TransWikia.com

Setting BATCH SIZE when performing multi-class classification with imbalanced dataset

Data Science Asked on May 6, 2021

I have a question regarding BATCH_SIZE on multi-class classification task with imbalanced data. I have 5 classes and a small dataset of around 5000 examples. I have watched G. Hinton’s lectures on Deep Learning and he states that each mini batch should ideally be balanced (meaning each batch should contain approximately same number of data points for each class). This can be approximated by shuffling data and then drawing random batch from it.

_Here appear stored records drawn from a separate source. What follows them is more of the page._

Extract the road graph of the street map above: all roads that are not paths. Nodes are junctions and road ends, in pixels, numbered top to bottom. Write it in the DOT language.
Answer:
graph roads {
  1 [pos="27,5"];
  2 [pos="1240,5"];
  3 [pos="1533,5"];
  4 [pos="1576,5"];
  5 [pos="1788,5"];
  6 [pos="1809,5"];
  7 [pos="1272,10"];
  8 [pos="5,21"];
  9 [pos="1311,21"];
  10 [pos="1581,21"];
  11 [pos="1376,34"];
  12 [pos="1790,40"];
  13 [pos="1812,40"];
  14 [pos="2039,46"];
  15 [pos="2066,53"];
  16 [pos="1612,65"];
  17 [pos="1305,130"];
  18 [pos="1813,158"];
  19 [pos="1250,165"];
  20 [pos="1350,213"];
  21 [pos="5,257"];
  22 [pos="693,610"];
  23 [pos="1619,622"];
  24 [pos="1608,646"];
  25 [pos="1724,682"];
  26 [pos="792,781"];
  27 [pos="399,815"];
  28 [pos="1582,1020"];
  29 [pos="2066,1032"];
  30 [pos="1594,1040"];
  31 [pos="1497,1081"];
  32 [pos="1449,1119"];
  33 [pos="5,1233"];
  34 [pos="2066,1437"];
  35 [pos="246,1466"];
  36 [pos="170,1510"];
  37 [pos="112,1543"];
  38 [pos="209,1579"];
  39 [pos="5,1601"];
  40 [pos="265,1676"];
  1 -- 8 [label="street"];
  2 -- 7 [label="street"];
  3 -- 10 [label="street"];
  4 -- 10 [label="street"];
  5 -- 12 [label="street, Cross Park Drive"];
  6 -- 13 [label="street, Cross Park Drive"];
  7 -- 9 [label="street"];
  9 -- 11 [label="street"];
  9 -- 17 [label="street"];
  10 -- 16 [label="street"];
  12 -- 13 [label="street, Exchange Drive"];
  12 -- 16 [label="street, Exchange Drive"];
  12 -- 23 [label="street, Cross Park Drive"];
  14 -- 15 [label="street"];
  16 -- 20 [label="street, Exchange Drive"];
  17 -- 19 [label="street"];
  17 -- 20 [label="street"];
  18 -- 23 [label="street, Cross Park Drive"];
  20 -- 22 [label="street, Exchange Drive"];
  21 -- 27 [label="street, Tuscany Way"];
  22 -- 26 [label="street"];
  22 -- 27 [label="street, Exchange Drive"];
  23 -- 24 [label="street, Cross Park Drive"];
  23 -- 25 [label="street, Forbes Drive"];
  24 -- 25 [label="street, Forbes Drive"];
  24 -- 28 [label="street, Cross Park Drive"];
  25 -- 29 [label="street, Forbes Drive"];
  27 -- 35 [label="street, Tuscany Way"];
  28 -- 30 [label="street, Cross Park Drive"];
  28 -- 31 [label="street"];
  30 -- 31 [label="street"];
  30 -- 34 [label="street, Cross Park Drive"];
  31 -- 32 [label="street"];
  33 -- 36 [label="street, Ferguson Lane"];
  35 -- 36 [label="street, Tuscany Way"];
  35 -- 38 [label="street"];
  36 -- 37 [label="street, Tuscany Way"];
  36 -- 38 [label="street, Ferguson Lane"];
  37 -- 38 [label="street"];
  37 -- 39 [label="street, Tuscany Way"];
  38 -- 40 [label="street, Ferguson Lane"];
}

But, in my mind this will only work if we have some what large and BALANCED dataset. In my case, I think that setting BATCH_SIZE to be >=16 it might have a bad impact on learning, and network will not be able to generalize. Is it better to maybe use SGD and update weights after each sample has been processed (i.e. online training)? P.S. have in in mind that I am using label smoothing (i.e. class weighted loss)

One Answer

There are two common options:

  1. Stratified sampling within each batch. Regardless of batch size, make sure each group is equally represented. The downside this approach is that it would significantly slow down training.

  2. Train with increased batch size (say 32-256) and over the course of the epochs the random fluctuations will "average" out.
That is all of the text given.